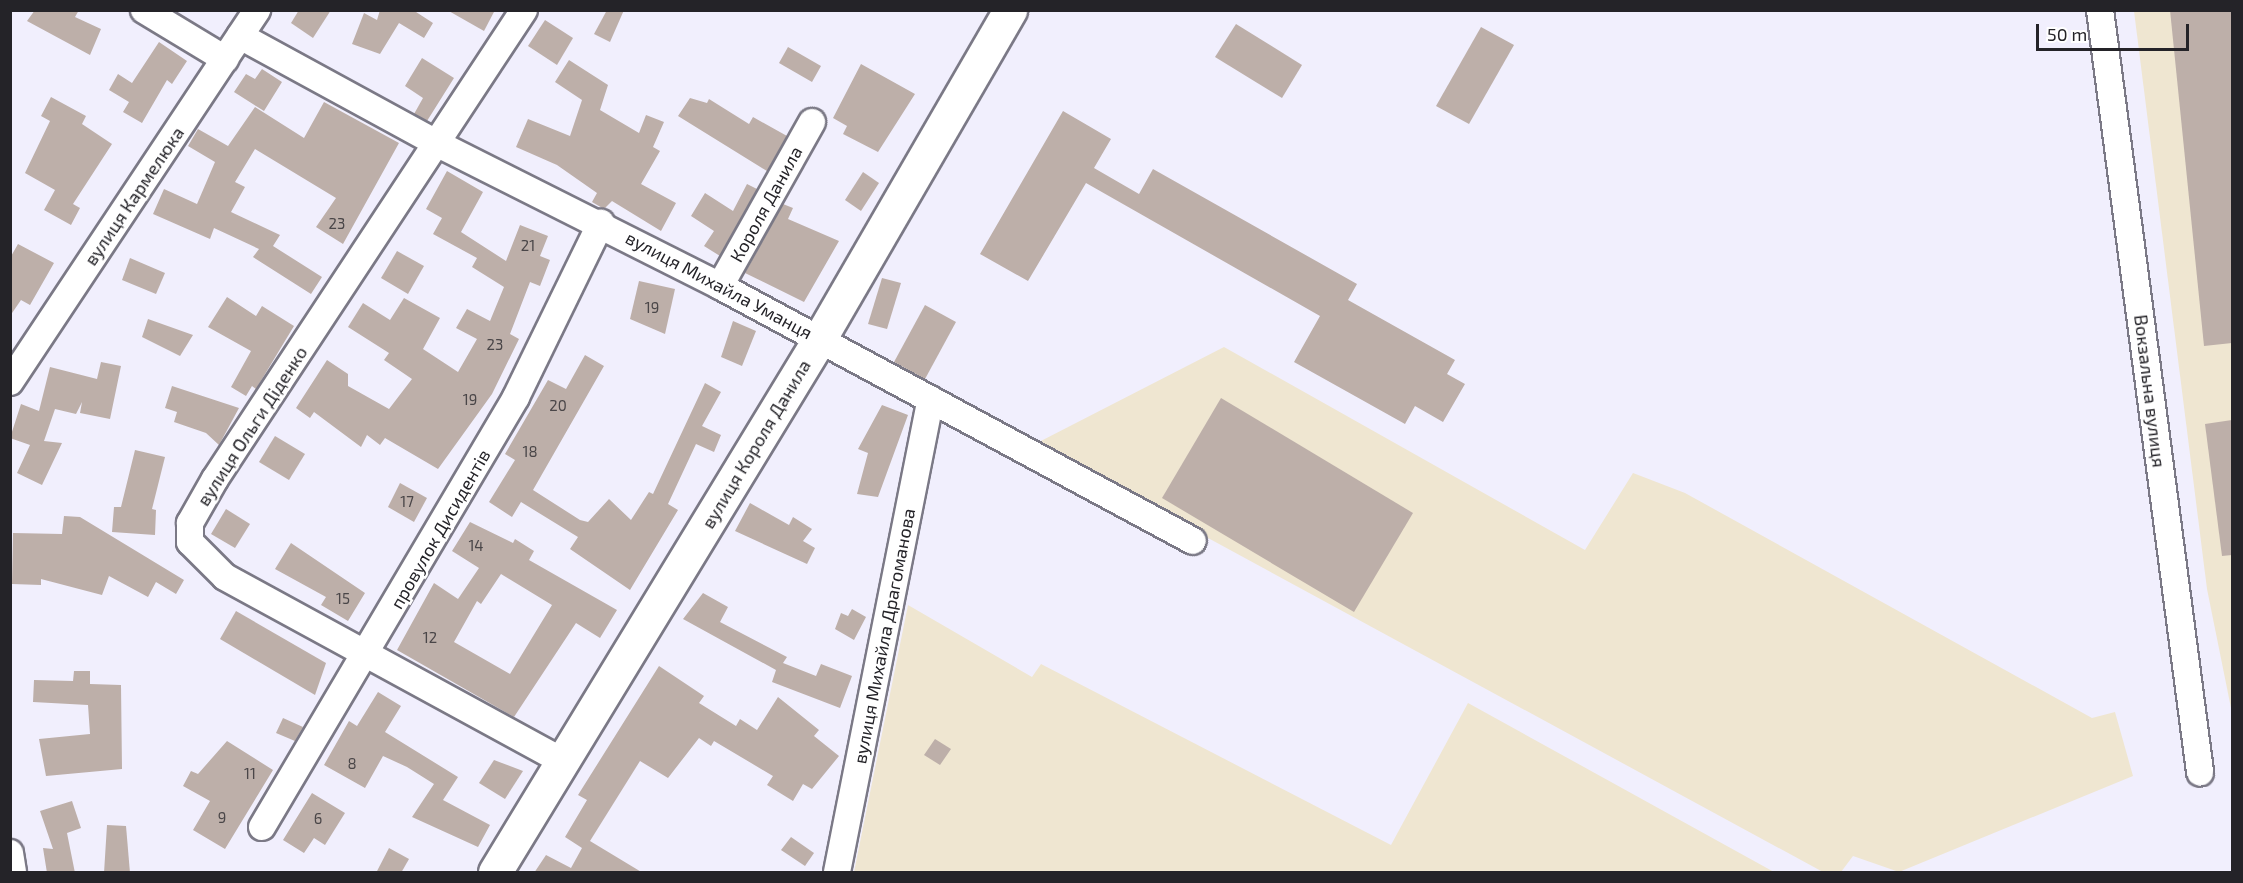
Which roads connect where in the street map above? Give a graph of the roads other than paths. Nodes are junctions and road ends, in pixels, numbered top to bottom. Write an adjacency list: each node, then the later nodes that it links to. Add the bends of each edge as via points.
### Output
1 (144, 10): 7 (street)
2 (258, 10): 6 (street, вулиця Кармелюка)
3 (524, 10): 9 (street, вулиця Ольги Діденко)
4 (1010, 10): 12 (main road, вулиця Короля Данила)
5 (2100, 10): 18 (street, Вокзальна вулиця)
6 (240, 36): 7 (street, вулиця Кармелюка); 9 (street, вулиця Михайла Уманця)
7 (225, 59): 13 (street, вулиця Кармелюка)
8 (812, 122): 11 (street, Короля Данила)
9 (438, 144): 10 (street, вулиця Михайла Уманця); 16 (street, вулиця Ольги Діденко, via 190,523 190,542 225,577)
10 (601, 223): 11 (street, вулиця Михайла Уманця); 16 (street, провулок Дисидентів, via 516,397)
11 (720, 286): 12 (street, вулиця Михайла Уманця)
12 (820, 338): 14 (street, вулиця Михайла Уманця); 17 (main road, вулиця Короля Данила)
13 (10, 382)
14 (931, 399): 15 (street, вулиця Михайла Уманця); 23 (street, вулиця Михайла Драгоманова)
15 (1193, 541)
16 (367, 654): 17 (street, вулиця Ольги Діденко); 19 (street, провулок Дисидентів)
17 (562, 761): 22 (main road, вулиця Короля Данила)
18 (2200, 772)
19 (262, 827)
20 (10, 853): 21 (street)
21 (13, 873)
22 (495, 873)
23 (837, 873)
--
Retype all the data exactly. Omit pictures.

Which roads connect where in the street map above? Give a graph of the roads other than paths. Nodes are junctions and road ends, in pixels, numbered top to bottom. Write an adjacency list: each node, then the later nodes that it links to. Add the bends of each edge as via points.
### Output
1 (144, 10): 7 (street)
2 (258, 10): 6 (street, вулиця Кармелюка)
3 (524, 10): 9 (street, вулиця Ольги Діденко)
4 (1010, 10): 12 (main road, вулиця Короля Данила)
5 (2100, 10): 18 (street, Вокзальна вулиця)
6 (240, 36): 7 (street, вулиця Кармелюка); 9 (street, вулиця Михайла Уманця)
7 (225, 59): 13 (street, вулиця Кармелюка)
8 (812, 122): 11 (street, Короля Данила)
9 (438, 144): 10 (street, вулиця Михайла Уманця); 16 (street, вулиця Ольги Діденко, via 190,523 190,542 225,577)
10 (601, 223): 11 (street, вулиця Михайла Уманця); 16 (street, провулок Дисидентів, via 516,397)
11 (720, 286): 12 (street, вулиця Михайла Уманця)
12 (820, 338): 14 (street, вулиця Михайла Уманця); 17 (main road, вулиця Короля Данила)
13 (10, 382)
14 (931, 399): 15 (street, вулиця Михайла Уманця); 23 (street, вулиця Михайла Драгоманова)
15 (1193, 541)
16 (367, 654): 17 (street, вулиця Ольги Діденко); 19 (street, провулок Дисидентів)
17 (562, 761): 22 (main road, вулиця Короля Данила)
18 (2200, 772)
19 (262, 827)
20 (10, 853): 21 (street)
21 (13, 873)
22 (495, 873)
23 (837, 873)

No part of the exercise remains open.